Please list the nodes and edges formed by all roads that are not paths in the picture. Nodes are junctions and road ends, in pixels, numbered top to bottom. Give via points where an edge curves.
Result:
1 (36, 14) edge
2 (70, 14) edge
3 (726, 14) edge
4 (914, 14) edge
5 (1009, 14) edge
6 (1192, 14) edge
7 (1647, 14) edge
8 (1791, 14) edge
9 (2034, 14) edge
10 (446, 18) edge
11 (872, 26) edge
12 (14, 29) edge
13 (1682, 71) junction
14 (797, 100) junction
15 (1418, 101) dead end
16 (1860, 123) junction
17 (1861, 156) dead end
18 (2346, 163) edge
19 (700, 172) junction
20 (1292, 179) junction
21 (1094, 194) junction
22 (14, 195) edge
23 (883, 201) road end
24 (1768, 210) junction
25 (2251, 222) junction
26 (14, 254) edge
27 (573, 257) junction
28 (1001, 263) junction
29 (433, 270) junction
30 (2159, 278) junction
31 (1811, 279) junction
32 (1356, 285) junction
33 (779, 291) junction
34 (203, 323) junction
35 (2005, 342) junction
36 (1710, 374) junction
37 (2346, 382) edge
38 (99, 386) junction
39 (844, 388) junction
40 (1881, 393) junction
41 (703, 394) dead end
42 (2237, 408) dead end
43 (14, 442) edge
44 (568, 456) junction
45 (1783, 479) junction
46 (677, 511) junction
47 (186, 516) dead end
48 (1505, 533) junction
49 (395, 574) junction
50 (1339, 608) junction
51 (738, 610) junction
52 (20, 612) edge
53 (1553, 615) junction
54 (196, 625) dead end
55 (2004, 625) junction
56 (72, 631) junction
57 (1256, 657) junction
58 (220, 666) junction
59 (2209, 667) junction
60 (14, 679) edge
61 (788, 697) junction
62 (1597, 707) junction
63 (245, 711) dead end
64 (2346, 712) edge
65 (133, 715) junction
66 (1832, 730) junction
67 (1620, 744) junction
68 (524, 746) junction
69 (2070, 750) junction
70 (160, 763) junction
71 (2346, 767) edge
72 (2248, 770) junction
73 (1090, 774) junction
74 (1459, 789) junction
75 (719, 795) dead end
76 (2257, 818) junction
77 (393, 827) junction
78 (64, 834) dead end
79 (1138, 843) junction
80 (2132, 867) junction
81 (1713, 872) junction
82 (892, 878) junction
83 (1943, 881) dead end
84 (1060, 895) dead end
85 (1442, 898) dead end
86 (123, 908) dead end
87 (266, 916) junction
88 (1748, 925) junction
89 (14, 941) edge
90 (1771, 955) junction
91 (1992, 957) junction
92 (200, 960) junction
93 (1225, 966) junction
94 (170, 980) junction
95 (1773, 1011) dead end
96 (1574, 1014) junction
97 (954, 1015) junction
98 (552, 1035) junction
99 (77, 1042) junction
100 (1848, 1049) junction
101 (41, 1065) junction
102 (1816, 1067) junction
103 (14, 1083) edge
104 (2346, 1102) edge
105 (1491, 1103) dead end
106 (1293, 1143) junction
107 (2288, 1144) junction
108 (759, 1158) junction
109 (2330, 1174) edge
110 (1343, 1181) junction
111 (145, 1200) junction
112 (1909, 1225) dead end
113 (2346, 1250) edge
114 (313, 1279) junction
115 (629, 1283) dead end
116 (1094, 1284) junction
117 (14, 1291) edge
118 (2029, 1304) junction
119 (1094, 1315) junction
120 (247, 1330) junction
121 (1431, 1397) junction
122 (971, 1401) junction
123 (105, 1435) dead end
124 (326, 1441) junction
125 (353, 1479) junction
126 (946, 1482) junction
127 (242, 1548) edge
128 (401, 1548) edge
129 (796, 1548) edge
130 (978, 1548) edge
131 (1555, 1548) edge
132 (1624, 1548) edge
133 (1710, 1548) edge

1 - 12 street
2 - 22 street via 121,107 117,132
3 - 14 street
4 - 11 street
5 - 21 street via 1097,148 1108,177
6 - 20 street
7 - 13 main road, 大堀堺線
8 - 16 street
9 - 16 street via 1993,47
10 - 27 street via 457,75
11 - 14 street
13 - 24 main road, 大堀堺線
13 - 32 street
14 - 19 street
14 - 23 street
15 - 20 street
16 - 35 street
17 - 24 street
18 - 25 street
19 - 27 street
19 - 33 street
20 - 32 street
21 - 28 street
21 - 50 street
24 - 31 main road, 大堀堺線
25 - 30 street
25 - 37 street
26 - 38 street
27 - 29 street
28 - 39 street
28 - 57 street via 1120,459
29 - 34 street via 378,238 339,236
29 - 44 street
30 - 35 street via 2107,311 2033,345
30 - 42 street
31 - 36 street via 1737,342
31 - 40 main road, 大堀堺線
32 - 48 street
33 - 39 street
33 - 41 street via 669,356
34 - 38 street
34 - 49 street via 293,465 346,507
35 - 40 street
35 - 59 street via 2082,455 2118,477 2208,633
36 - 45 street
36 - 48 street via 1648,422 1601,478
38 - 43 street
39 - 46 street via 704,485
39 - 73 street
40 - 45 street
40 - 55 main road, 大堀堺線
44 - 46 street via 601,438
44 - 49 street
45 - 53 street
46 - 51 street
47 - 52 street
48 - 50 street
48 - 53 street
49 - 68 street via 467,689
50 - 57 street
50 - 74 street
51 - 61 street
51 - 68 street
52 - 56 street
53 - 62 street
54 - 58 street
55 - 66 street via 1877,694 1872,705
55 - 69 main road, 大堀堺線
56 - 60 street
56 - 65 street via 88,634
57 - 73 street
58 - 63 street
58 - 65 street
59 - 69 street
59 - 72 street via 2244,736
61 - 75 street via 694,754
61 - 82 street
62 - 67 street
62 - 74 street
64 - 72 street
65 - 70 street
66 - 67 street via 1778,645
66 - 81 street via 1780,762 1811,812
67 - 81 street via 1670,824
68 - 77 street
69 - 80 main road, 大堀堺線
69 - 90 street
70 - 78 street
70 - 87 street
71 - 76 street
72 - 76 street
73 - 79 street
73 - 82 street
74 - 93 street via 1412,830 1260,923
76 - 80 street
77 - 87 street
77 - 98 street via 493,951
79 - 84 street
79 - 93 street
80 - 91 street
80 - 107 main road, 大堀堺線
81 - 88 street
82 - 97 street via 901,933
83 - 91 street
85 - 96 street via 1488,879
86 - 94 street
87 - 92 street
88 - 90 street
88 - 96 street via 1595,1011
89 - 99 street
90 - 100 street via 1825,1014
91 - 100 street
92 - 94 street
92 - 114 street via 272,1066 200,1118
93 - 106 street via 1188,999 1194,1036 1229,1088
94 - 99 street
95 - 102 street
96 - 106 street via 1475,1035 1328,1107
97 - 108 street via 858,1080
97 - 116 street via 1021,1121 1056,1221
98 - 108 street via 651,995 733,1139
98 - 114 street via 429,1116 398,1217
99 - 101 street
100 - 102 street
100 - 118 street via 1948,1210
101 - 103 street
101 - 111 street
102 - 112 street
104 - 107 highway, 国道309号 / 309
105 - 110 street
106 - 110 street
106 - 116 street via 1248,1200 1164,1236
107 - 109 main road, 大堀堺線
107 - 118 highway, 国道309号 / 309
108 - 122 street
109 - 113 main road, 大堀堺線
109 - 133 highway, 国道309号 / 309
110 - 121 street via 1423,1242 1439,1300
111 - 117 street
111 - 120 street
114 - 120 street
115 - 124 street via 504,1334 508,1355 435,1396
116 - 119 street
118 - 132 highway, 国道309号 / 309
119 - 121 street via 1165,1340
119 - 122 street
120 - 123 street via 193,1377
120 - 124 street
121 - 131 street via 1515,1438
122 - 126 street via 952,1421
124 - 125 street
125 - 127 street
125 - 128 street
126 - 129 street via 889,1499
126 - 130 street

══════

● **BRIEF**: Whenever a line in the entries holds the word "大堀堺線", copy that line.

● **RESULT FOR THIS EXERCISE**:
7 - 13 main road, 大堀堺線
13 - 24 main road, 大堀堺線
24 - 31 main road, 大堀堺線
31 - 40 main road, 大堀堺線
40 - 55 main road, 大堀堺線
55 - 69 main road, 大堀堺線
69 - 80 main road, 大堀堺線
80 - 107 main road, 大堀堺線
107 - 109 main road, 大堀堺線
109 - 113 main road, 大堀堺線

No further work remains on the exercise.